RSystems

Virtualization · Hardware · Networking

Fibre Channel

Also known as: FC, SAN, Fibre Channel SAN

Fibre Channel is a high-speed networking protocol purpose-built for storage area networks (SANs), offering lower latency and higher throughput than iSCSI but requiring dedicated FC hardware and switches.

Fibre Channel predates iSCSI and was the dominant enterprise SAN protocol for decades. It runs on dedicated FC infrastructure — FC host bus adapters (HBAs) in servers, FC switches (not standard Ethernet switches), and FC-attached storage arrays — rather than sharing Ethernet with other network traffic.

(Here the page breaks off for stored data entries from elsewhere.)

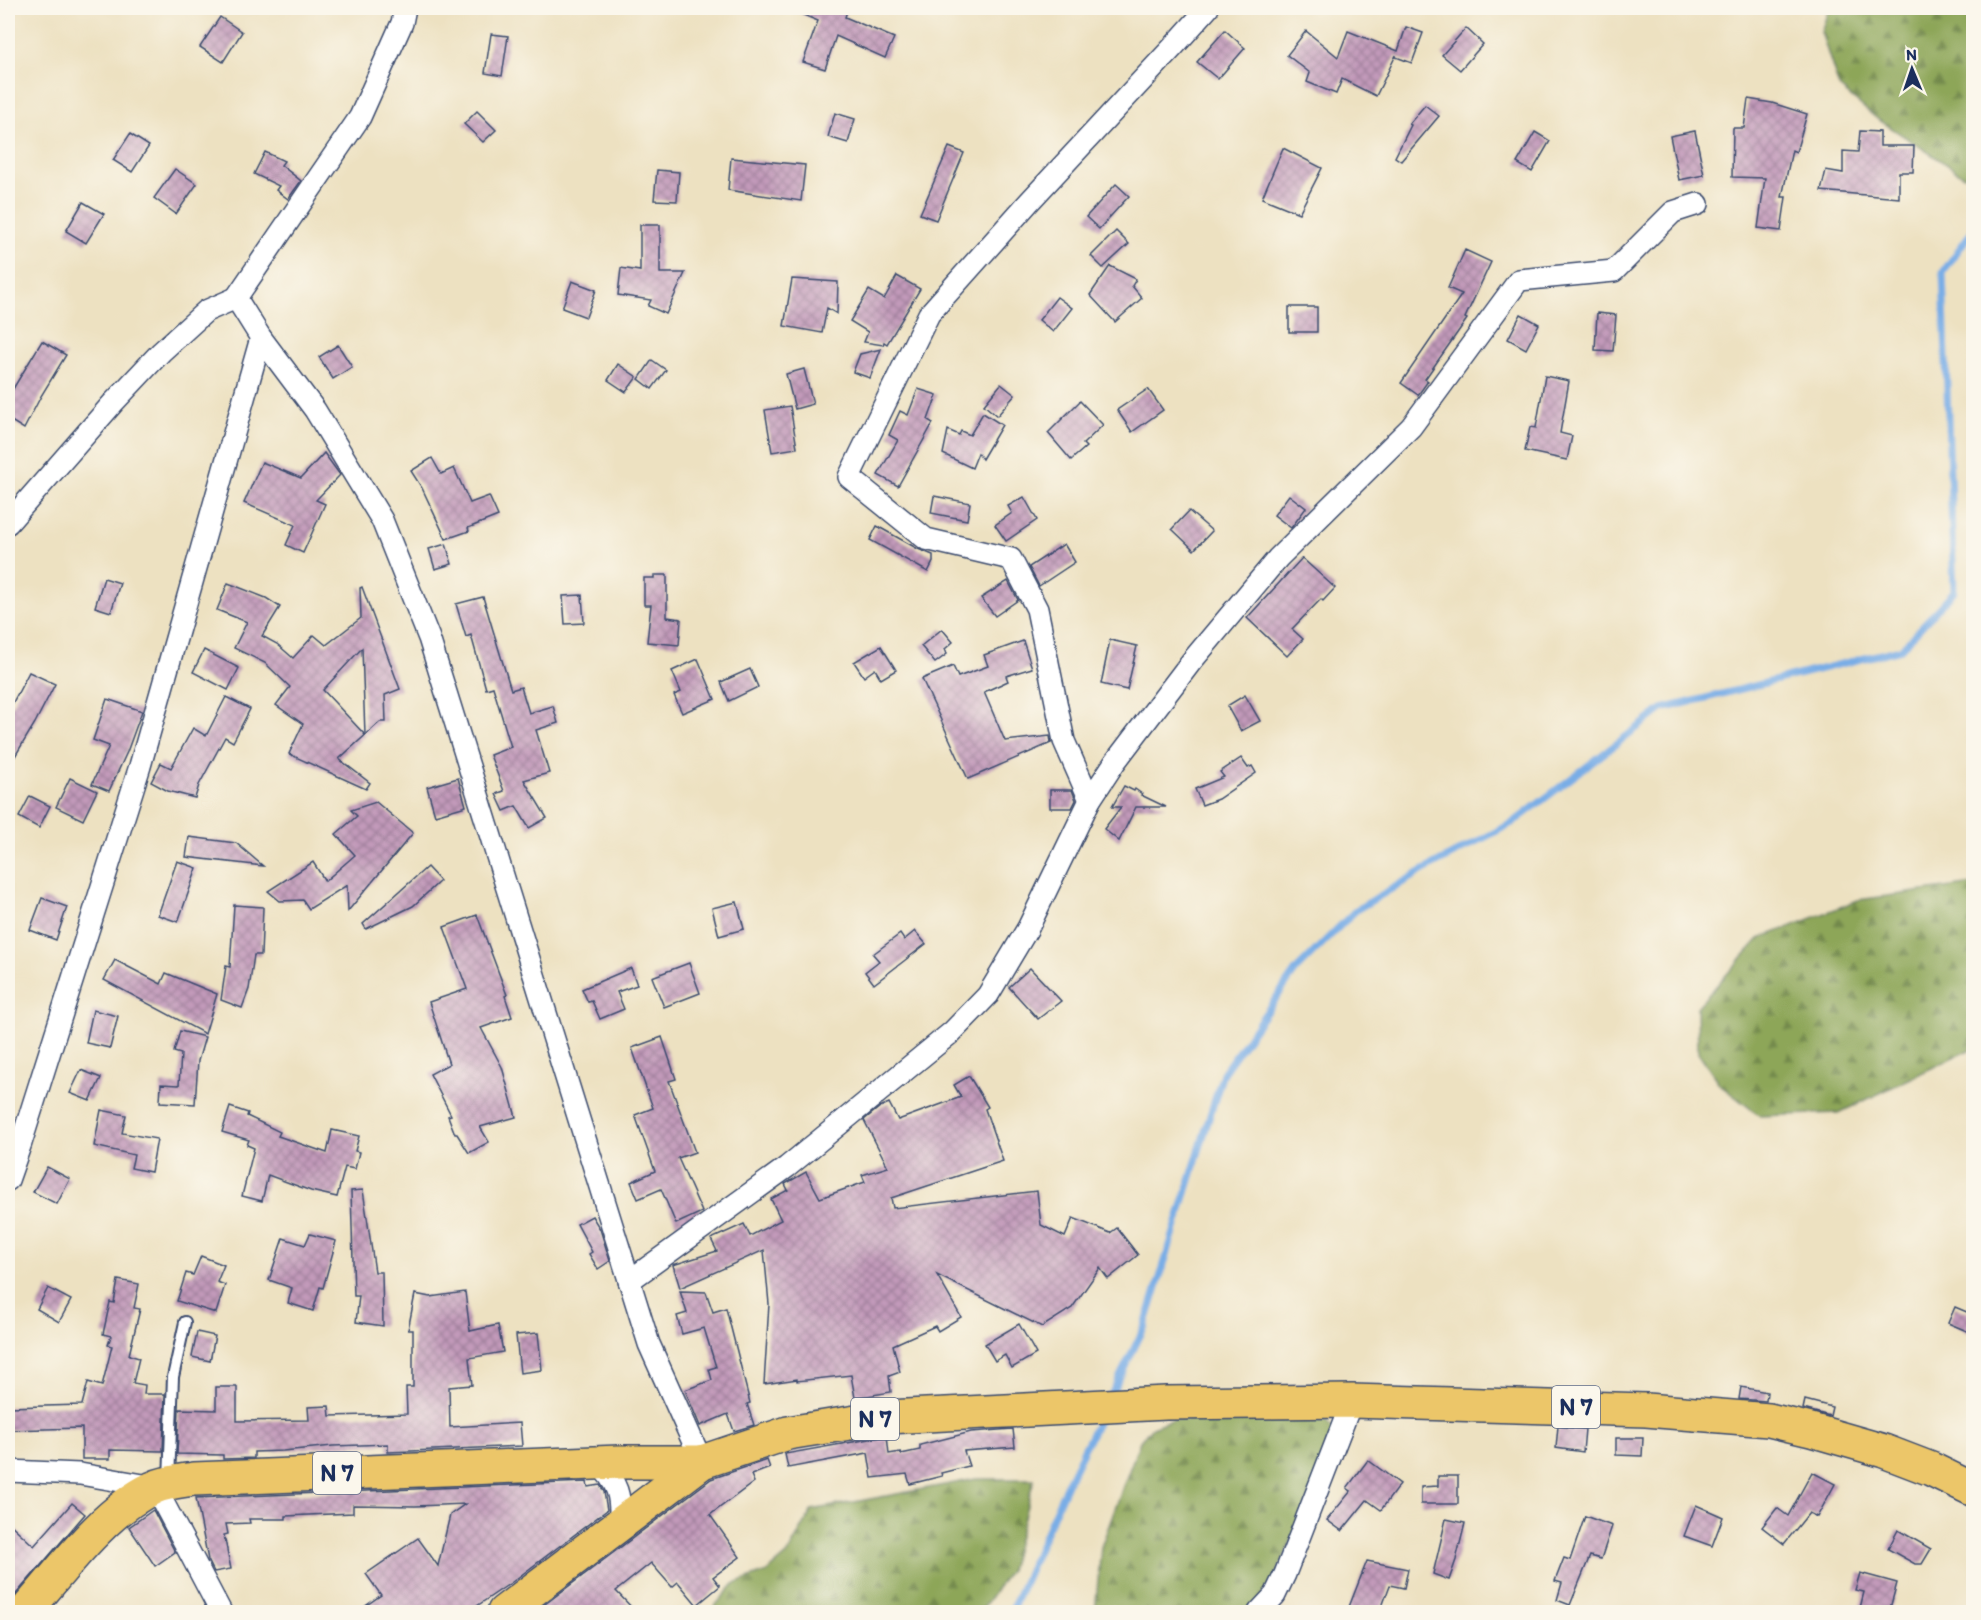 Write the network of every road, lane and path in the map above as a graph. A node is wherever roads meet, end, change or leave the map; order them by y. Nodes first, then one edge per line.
1 (405, 8) edge
2 (1208, 8) edge
3 (1698, 204) dead end
4 (236, 298) junction
5 (261, 338) junction
6 (8, 523) edge
7 (1090, 800) junction
8 (8, 1180) edge
9 (629, 1281) junction
10 (185, 1322) dead end
11 (1352, 1401) junction
12 (702, 1462) junction
13 (598, 1463) junction
14 (8, 1471) edge
15 (162, 1485) junction
16 (1974, 1490) edge
17 (620, 1524) junction
18 (25, 1612) edge
19 (220, 1612) edge
20 (504, 1612) edge
21 (1259, 1612) edge

1 - 4 street
2 - 7 street
3 - 7 street
4 - 5 street
4 - 6 street
5 - 8 street
5 - 9 street
7 - 9 street
9 - 12 street
10 - 15 lane
11 - 12 main road, N 7
11 - 16 main road, N 7
11 - 21 street
12 - 13 main road, N 7
12 - 17 main road, N 7
13 - 15 main road, N 7
13 - 17 street
14 - 15 street
15 - 18 main road, N 7
15 - 19 street
17 - 20 main road, N 7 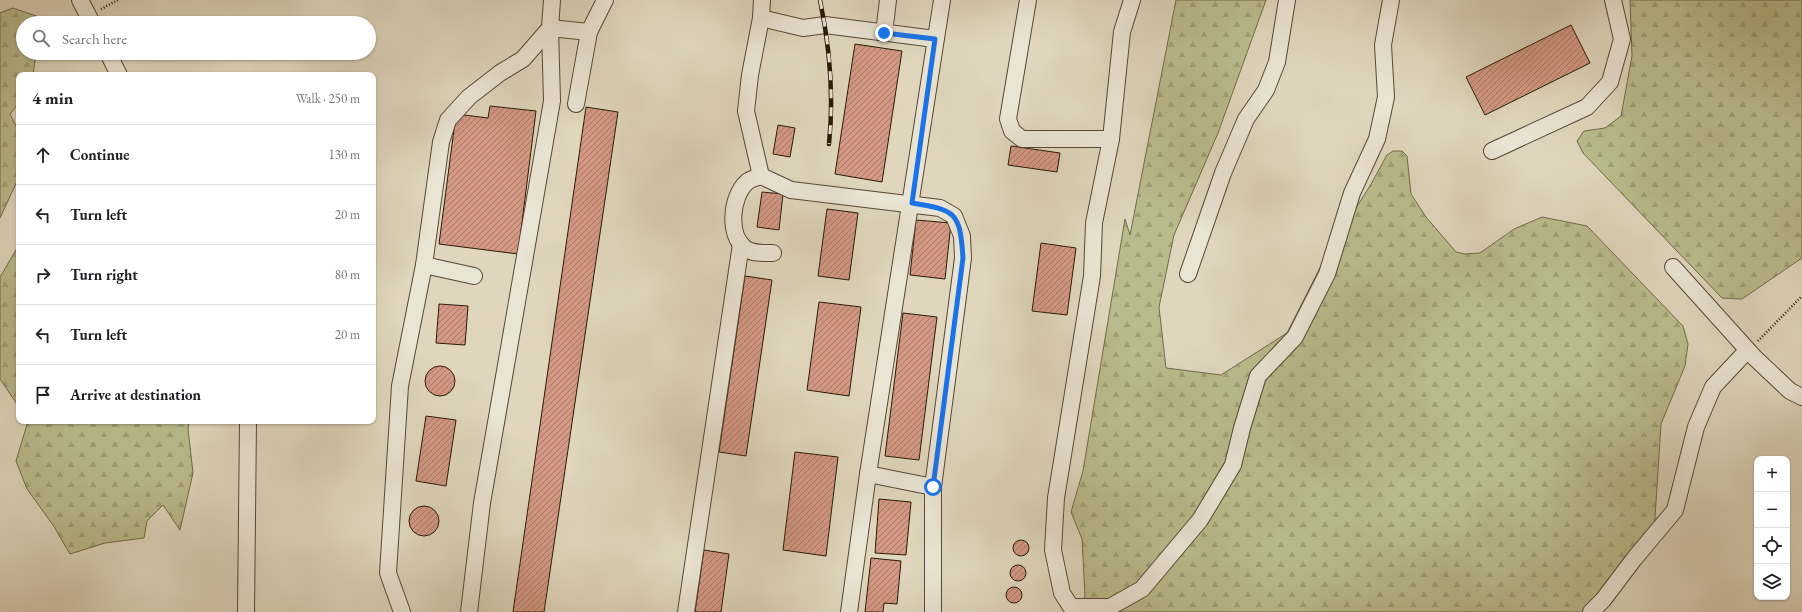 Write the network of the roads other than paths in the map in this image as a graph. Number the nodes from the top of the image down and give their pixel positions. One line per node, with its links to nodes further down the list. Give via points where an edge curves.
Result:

The result is deterministic, low-latency block storage access that doesn't compete with other network traffic. In the largest enterprise environments and data centers, FC SANs remain common for the most latency-sensitive workloads.

FC vs iSCSI

For most organizations today, iSCSI is the practical choice:

  • iSCSI runs on existing 10/25G Ethernet infrastructure
  • No separate FC switches or HBAs required
  • Software initiators are free and built into all major OSes
  • Performance gap with FC has narrowed significantly at 10/25G

Fibre Channel makes sense when:

  • You're already invested in FC infrastructure
  • You have extreme latency or throughput requirements
  • Your storage vendor's FC support is better than their iSCSI support

New greenfield deployments rarely choose FC unless there's a compelling workload reason. iSCSI (or NVMe-oF for highest performance) is the current direction for shared block storage.